El Papa Benedicto XVI nos recordó una vez que los padres de Jesús, José y María, huyeron de su propio país para salvar la vida de su hijo.
"El Mesías, el hijo de Dios, fue un refugiado", dijo el Papa Benedicto. Como cristianos, debemos reflexionar de nuevo sobre esto mientras se afianza la conversación sobre la “deportación masiva”, creando miedo e incluso angustia a nuestros vecinos inmigrantes, emigrantes y refugiados que han llegado en busca de los mismos sueños que aguardaban a muchos de nuestros antepasados en otro momento del tiempo.

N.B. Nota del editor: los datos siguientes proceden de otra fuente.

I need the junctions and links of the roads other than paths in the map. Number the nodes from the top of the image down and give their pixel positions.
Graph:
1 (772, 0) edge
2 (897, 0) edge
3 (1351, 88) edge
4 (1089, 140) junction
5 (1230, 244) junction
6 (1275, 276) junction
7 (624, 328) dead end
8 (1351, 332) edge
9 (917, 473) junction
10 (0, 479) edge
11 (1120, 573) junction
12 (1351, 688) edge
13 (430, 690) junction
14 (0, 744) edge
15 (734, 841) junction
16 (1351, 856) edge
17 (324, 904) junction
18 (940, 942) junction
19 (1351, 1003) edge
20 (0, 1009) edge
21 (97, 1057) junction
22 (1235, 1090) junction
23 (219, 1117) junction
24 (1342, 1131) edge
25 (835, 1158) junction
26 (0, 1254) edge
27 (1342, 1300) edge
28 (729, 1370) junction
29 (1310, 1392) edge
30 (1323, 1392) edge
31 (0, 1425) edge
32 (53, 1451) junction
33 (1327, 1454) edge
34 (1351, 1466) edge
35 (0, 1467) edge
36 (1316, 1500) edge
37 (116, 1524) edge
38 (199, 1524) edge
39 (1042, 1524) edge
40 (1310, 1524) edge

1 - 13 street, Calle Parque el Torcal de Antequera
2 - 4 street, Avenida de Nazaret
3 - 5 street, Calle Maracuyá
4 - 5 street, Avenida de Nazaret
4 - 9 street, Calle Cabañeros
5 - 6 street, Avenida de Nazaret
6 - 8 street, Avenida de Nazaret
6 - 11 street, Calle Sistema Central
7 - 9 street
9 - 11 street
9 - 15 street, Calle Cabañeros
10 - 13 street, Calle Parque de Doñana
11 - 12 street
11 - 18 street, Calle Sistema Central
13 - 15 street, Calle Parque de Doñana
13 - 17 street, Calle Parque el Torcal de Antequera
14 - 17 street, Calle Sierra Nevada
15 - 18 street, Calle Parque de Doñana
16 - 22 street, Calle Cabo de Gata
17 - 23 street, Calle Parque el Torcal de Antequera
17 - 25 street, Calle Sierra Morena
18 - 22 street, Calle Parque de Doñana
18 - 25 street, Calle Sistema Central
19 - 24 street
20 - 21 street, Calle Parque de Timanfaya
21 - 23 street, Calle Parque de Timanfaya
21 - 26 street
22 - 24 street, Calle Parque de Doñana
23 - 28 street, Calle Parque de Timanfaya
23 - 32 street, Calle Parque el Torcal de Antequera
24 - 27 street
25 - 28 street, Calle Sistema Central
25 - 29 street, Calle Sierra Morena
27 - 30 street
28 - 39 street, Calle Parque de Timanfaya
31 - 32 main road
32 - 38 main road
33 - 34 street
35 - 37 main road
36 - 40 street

Recientemente, la Conferencia de Obispos Católicos de Estados Unidos, en solidaridad con los inmigrantes, ayudó a elaborar una declaración de preocupación pastoral que proporciona una orientación reflexiva.
"Desde la fundación de nuestra nación, los inmigrantes han sido esenciales para el crecimiento y la prosperidad de esta sociedad. Llegan a nuestras costas como extraños, atraídos por las promesas que ofrece esta tierra y se convierten en estadounidenses. Continúan brindando seguridad alimentaria, servicios de salud y muchas otras habilidades esenciales que apoyan a nuestra próspera nación.
Nuestro país merece un sistema de inmigración que ofrezca caminos justos y generosos hacia la ciudadanía para los inmigrantes que viven y trabajan durante muchos años dentro de nuestras fronteras.
Necesitamos un sistema que brinde alivio permanente para los inmigrantes que llegan en la infancia, que ayude a mantener a familias juntas y que dé la bienvenida a refugiados.”.
Para ser claros, los obispos de EE.UU. y México reconocen los defectos del actual sistema de inmigración y la necesidad de una reforma. Aquí en Oklahoma, debemos promover y promulgar políticas humanas que valoren y protejan a todos, ciudadanos y los que llegan en busca de una vida major”.
La inmigración ilegal es un error, y deben considerarse renovados esfuerzos para proteger las fronteras de nuestra nación, muy especialmente contra la lacra del tráfico de seres humanos y de drogas. Uno de los principios básicos de la doctrina católica sobre la inmigración es precisamente que “todo país tiene derecho a proteger sus fronteras”.
También debemos reflexionar sobre el hecho de que la mayoría de los inmigrantes indocumentados de Oklahoma son miembros honrados de nuestras comunidades e iglesias, no delincuentes violentos.
Ayudan a sus comunidades de muchas maneras y prestan servicios necesarios. Son nuestros amigos y vecinos. Sucede que son algunos de los más vulnerables entre nosotros.
Mientras nuestra nación se esfuerza por abordar las graves y complicadas cuestiones que rodean a la inmigración, la Iglesia debe ser líder en la acogida de los diversos recién llegados y en la prestación de asistencia y atención pastoral a los inmigrantes, emigrantes, refugiados y personas en movimiento.
Esta misma semana, el papa Francisco escribió en una nota de felicitación al presidente Trump: “Inspirado por los ideales de su nación de ser una tierra de oportunidades y de acogida para todos, espero que bajo su liderazgo el pueblo estadounidense prospere y se esfuerce siempre por construir una sociedad más justa, donde no haya lugar para el odio, la discriminación o la exclusión.”
Jesucristo sigue llamándonos al segundo gran mandamiento, la importancia de amar al prójimo como a uno mismo. Ese amor tiene graves consecuencias, para ese prójimo y para nosotros mismos.